Princípio da retoma?

 O Benfica venceu ontem de forma clara um jogo no qual teve várias coisas contra:

- ausência de vários jogadores importantes por lesões e razões médicas;

- uma chegada atribulada à Madeira com insultos de supostos adeptos (notei o forte sotaque nortenho dos mesmos);

- entrada a perder com um golo oferecido;

- um penalti claro a seu favor não assinalado;

- um relvado em estado impróprio. 

Para uma equipa que vinha de maus resultados para o campeonato, estes factores eram tudo o que não se desejava, podendo acentuar ainda mais a crise de confiança. Apesar deles, o Benfica dominou o jogo de forma clara, obtendo uma vitória que não oferece qualquer discussão. 

É evidente que a exibição deixou a desejar e que voltou a haver sinais preocupantes, nomeadamente um novo erro infantil de Ottamendi. Mas, nas circunstâncias, conseguimos o que mais importava: a vitória. Aliás as estatísticas mostram que o domínio do Benfica foi quase absoluto. Recorde-se que jogar no Funchal tem sempre algum risco e que o Porto perdeu mesmo em sua casa contra este Marítimo. (Jorge Jesus ainda se queixou do anti-jogo do adversário, mas sinceramente já vi bastante pior). 

Este jogo vem na sequência de dois outros, realizados após a paragem no campeonato: um jogo para a Taça deprimente, que terá sido talvez (espero) o momento em que batemos no fundo esta época e um jogo para a Liga Europa em que estivemos a perder por 2-0 e conseguimos recuperar para 2-2, perante um adversário forte, consistente e bem orientado. 

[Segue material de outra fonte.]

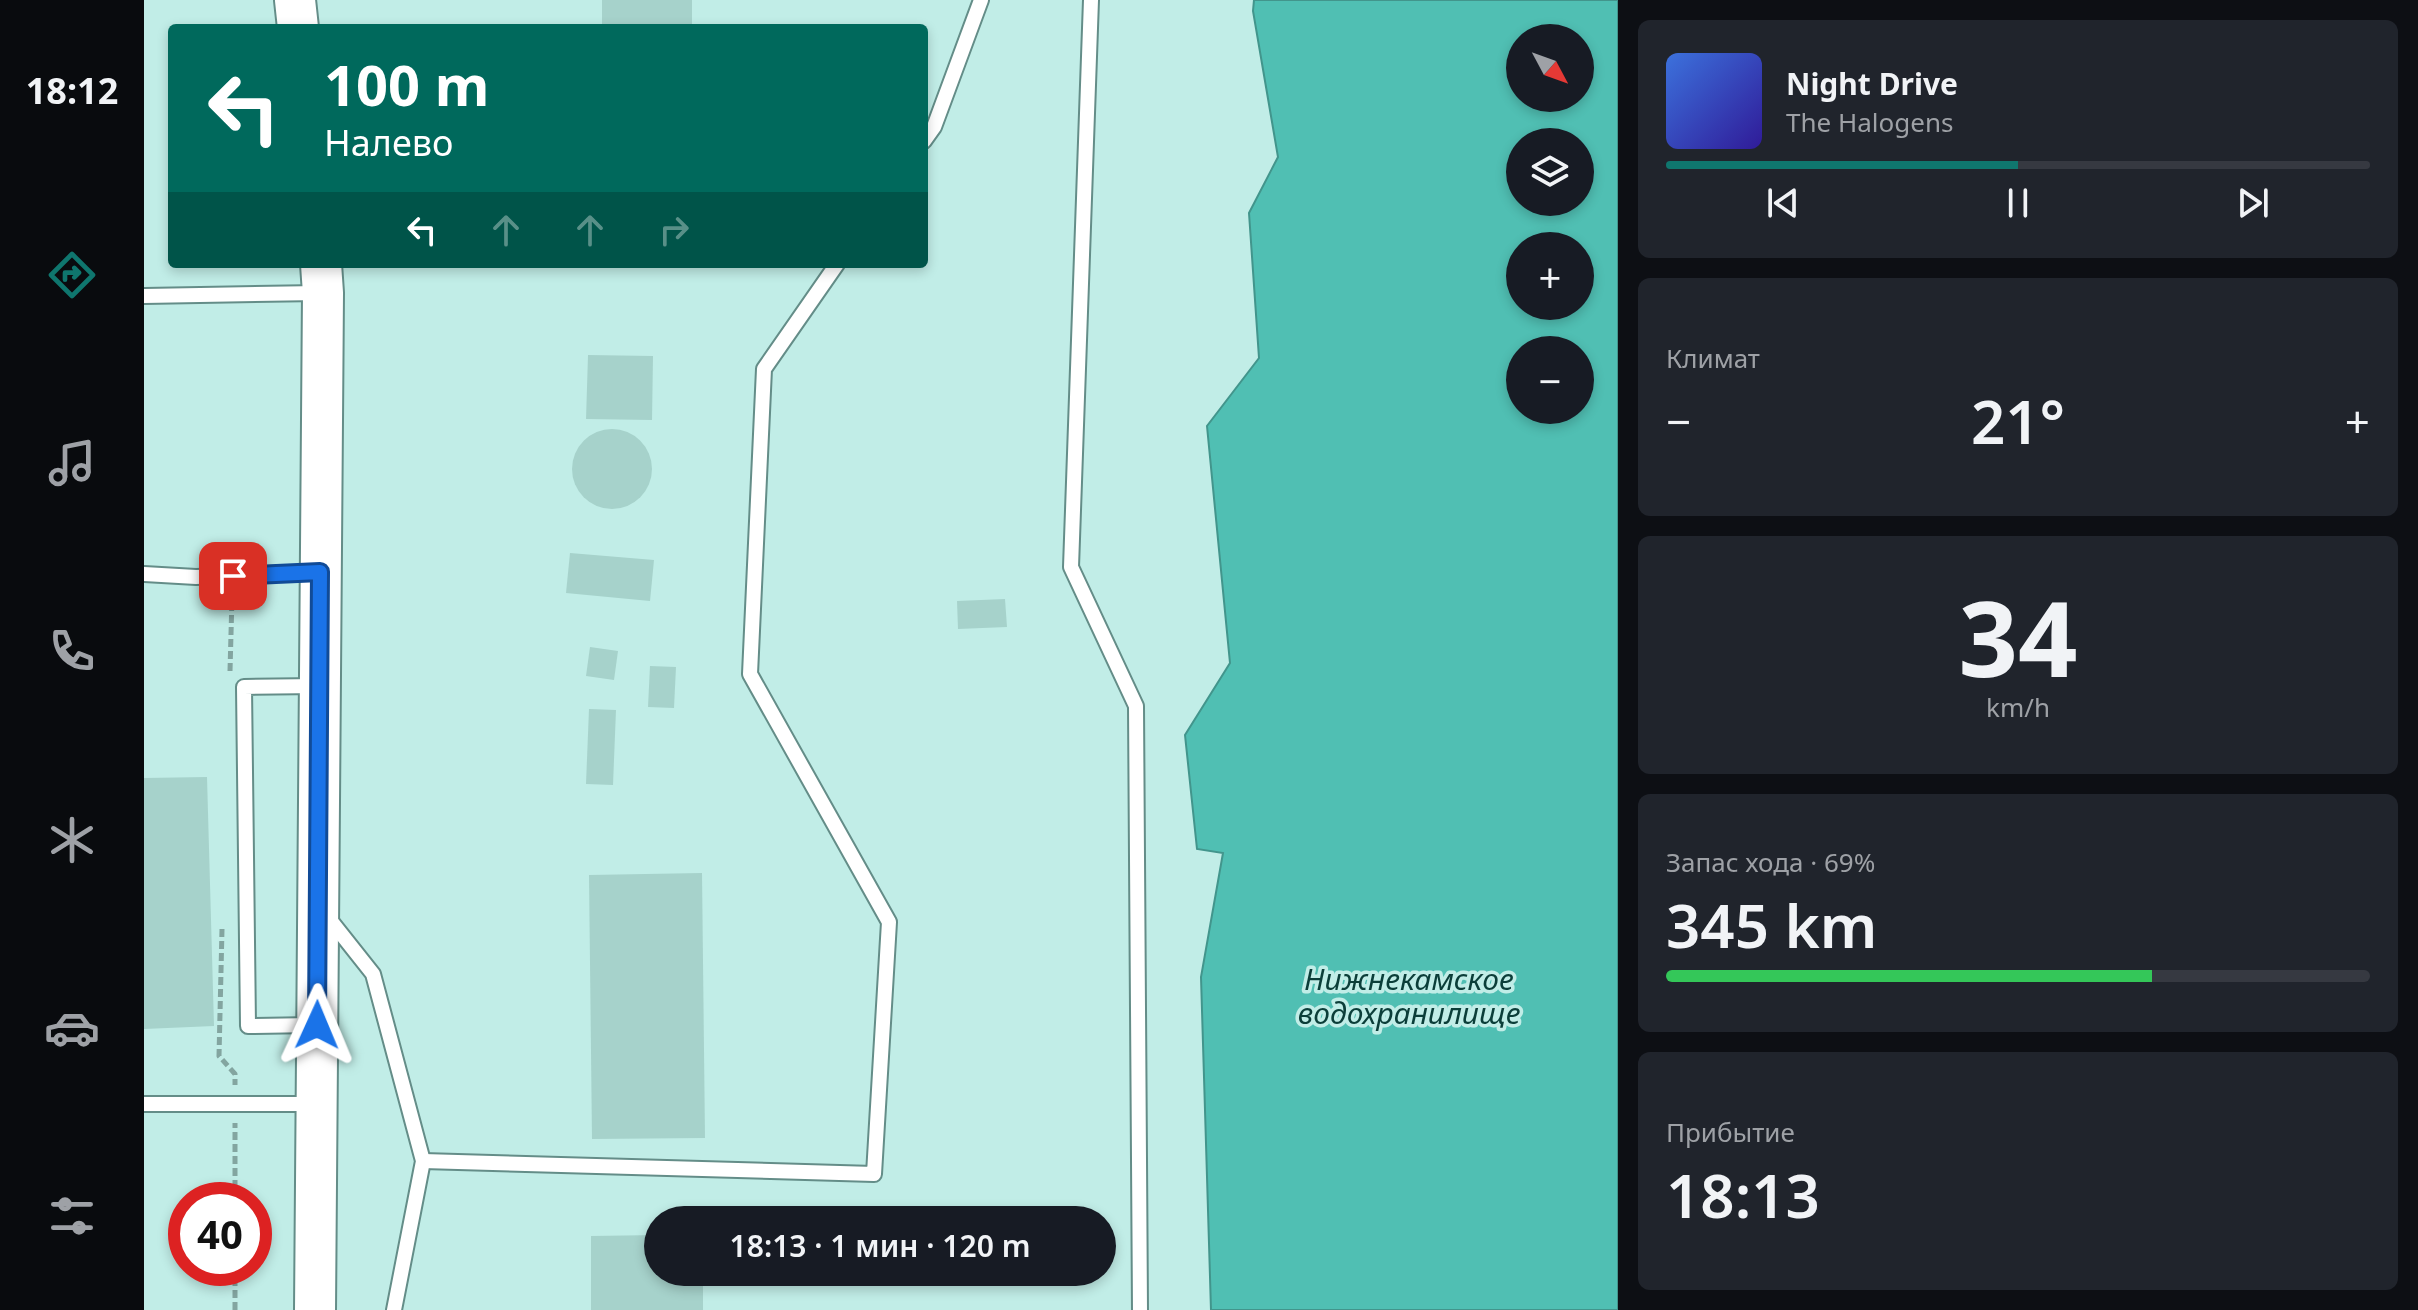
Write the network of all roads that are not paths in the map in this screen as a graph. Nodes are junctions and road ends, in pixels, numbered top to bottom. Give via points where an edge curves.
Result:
1 (295, 0) edge
2 (981, 0) edge
3 (1091, 0) edge
4 (298, 24) edge
5 (928, 135) edge
6 (834, 268) edge
7 (322, 278) edge
8 (144, 296) edge
9 (320, 572) junction
10 (144, 574) edge
11 (319, 686) junction
12 (318, 905) junction
13 (317, 1025) junction
14 (144, 1104) edge
15 (317, 1104) junction
16 (423, 1161) junction
17 (315, 1310) edge
18 (394, 1310) edge
19 (1140, 1310) edge

1 - 4 street
2 - 5 lane
3 - 19 lane via 1071,567 1136,706
6 - 16 lane via 764,369 750,674 889,922 874,1174
7 - 8 lane
7 - 9 street
9 - 10 lane
9 - 11 street
11 - 12 street
11 - 13 lane via 244,687 248,1026
12 - 13 street
12 - 16 lane via 373,974
13 - 15 street
14 - 15 lane
15 - 17 street
16 - 18 lane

Nada disto são razões para celebrar ou podermos afirmar que o pior já passou. É isso que espero e em que quero acreditar, mas tal carece ainda de confirmação e sobretudo de uma melhoria significativa da qualidade de jogo; de uma muito maior confiança e tranquilidade da equipa (como um todo, também não vale a pena estar a singularizar ou perseguir Ottamendi) e, claro está, do mais importante de tudo: uma sequência de vitórias.

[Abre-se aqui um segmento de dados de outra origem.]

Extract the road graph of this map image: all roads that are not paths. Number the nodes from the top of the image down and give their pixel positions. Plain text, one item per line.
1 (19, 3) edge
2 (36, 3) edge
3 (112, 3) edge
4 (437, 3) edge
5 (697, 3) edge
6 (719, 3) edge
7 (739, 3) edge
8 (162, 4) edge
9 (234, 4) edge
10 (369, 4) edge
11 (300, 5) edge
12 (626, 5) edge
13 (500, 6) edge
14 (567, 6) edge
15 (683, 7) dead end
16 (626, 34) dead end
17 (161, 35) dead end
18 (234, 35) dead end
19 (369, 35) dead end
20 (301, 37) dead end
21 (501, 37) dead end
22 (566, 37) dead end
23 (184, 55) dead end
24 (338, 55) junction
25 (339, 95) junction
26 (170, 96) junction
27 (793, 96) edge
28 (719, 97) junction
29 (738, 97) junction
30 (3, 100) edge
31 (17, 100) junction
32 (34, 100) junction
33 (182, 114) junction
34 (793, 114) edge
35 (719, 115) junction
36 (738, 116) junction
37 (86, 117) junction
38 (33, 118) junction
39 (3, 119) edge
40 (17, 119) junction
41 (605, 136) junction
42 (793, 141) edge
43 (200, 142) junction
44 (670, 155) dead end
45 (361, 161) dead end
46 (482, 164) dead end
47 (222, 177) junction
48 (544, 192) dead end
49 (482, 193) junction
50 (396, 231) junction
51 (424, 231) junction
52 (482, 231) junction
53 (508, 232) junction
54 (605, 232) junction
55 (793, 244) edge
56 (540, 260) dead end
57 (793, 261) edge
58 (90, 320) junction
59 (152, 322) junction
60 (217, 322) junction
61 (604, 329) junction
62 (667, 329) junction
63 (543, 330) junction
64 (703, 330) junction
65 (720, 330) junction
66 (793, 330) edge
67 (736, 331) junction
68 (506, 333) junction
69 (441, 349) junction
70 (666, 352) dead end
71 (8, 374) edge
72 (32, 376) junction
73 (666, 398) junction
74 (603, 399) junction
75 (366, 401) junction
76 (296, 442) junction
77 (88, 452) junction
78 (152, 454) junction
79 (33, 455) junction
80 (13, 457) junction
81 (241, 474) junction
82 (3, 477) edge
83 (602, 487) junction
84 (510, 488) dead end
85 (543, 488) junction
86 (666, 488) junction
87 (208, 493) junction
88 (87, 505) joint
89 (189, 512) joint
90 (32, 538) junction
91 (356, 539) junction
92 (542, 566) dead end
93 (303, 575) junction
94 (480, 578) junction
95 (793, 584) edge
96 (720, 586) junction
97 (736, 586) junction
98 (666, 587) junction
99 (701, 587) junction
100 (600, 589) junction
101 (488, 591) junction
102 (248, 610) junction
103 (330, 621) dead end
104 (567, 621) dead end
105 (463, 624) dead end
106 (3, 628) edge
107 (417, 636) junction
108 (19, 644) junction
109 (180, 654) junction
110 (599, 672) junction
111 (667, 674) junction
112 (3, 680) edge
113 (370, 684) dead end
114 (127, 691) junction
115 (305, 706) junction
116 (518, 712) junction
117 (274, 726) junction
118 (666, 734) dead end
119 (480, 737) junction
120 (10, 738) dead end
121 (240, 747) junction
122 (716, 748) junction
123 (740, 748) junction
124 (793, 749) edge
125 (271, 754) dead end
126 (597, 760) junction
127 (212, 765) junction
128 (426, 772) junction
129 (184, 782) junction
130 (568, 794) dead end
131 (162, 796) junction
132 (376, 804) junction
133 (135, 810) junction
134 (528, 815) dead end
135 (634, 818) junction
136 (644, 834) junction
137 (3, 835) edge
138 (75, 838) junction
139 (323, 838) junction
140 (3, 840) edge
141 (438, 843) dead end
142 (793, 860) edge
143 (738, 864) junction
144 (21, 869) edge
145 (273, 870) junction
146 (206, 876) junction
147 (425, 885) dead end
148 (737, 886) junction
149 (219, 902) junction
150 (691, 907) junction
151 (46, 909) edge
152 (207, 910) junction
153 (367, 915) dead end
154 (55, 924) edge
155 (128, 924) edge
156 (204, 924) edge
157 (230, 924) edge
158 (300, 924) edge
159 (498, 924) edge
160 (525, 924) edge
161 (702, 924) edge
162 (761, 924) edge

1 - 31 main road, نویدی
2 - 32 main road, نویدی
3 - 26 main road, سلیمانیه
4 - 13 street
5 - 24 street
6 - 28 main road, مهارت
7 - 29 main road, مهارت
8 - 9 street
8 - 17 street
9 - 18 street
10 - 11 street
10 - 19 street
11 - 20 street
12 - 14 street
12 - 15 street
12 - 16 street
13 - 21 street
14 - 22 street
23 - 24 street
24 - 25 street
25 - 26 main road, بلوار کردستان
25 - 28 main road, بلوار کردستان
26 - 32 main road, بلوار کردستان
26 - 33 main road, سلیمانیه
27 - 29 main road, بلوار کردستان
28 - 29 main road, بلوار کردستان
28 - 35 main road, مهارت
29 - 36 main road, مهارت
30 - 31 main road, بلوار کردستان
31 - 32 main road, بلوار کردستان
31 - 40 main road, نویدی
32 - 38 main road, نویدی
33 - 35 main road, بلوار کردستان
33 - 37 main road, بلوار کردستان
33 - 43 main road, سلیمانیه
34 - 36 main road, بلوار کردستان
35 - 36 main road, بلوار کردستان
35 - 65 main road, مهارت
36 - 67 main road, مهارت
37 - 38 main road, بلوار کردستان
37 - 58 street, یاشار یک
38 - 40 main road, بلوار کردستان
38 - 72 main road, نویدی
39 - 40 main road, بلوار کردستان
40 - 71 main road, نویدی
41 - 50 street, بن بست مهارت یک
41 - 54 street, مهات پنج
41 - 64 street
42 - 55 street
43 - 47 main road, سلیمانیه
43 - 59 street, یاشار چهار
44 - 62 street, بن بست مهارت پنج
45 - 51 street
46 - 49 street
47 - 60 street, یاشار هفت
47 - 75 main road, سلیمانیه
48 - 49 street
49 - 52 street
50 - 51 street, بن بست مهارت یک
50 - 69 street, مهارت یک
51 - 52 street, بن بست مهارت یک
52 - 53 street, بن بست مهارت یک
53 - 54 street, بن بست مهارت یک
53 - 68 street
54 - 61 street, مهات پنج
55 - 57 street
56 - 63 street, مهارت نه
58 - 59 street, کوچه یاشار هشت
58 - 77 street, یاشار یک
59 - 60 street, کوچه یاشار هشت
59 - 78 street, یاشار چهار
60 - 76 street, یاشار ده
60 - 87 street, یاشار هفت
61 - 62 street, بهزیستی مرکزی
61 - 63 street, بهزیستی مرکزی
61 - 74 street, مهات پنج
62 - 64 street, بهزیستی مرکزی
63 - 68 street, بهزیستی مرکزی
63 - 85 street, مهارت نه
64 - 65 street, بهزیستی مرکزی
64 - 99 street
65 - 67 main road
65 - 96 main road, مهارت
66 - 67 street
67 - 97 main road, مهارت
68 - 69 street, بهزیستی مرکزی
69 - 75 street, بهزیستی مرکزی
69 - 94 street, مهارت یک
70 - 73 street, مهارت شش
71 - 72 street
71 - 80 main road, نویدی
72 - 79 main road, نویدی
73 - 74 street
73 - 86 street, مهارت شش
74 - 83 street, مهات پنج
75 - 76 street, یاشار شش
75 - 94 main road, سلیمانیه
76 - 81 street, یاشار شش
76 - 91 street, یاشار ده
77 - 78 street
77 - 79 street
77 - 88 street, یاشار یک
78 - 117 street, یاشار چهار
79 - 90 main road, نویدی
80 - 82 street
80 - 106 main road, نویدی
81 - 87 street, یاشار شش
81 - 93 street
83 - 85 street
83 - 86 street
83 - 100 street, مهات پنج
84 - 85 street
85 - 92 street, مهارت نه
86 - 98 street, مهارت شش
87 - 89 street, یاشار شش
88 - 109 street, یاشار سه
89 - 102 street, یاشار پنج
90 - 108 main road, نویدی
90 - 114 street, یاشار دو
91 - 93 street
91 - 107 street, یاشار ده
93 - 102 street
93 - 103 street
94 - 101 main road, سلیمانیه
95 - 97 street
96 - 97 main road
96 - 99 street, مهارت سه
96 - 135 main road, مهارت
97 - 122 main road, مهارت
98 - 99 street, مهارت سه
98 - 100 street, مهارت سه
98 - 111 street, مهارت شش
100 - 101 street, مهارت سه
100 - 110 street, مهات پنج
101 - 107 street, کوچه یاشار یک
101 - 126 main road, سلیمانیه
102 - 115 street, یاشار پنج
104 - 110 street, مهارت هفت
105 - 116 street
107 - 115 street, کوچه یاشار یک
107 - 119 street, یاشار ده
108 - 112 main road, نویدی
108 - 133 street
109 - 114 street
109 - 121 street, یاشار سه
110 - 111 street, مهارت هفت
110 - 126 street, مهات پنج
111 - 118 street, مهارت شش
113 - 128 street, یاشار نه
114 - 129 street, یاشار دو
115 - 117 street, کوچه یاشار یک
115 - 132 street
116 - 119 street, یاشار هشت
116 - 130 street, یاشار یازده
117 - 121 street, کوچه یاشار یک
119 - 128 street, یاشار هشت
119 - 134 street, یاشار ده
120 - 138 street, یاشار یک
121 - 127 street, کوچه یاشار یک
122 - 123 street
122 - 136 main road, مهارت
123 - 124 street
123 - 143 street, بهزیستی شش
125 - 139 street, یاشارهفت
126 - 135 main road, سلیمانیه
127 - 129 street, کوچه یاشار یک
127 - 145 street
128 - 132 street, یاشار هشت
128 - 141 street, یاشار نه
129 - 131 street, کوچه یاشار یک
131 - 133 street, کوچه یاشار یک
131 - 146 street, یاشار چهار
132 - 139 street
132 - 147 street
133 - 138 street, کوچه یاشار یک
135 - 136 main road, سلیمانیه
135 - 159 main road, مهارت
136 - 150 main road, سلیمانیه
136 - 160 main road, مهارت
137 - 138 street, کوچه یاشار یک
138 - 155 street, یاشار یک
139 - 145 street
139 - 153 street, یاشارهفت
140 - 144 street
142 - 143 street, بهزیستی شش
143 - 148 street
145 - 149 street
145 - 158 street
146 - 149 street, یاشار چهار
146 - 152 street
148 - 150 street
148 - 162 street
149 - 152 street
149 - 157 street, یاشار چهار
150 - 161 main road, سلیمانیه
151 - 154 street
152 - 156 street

Os jogos que aí vêm, de grau de dificuldade médio, oferecem uma boa oportunidade para a equipa crescer e consolidar processos. Veremos se tal acontece. 

É importante que sim, até porque a 23/12 (estranha data para um jogo de futebol) disputamos a Supertaça com o Porto. Não muito tempo depois, a 17 de Janeiro, novo confronto, desta vez no Porto e para o campeonato e no último dia do mês deslocação a Alvalade.

Convém por isso dar corda aos sapatos. Jorge Jesus mostrou nervosismo neste jogo e sinceramente é bom que sinta a pressão de ganhar e de apresentar resultados. Nos últimos jogos parecia acomodado e distante. O Benfica fez o maior investimento da história na sua vinda e contratações, pelo que o treinador precisa de retribuir com um trabalho ainda mais dedicado do que o normal.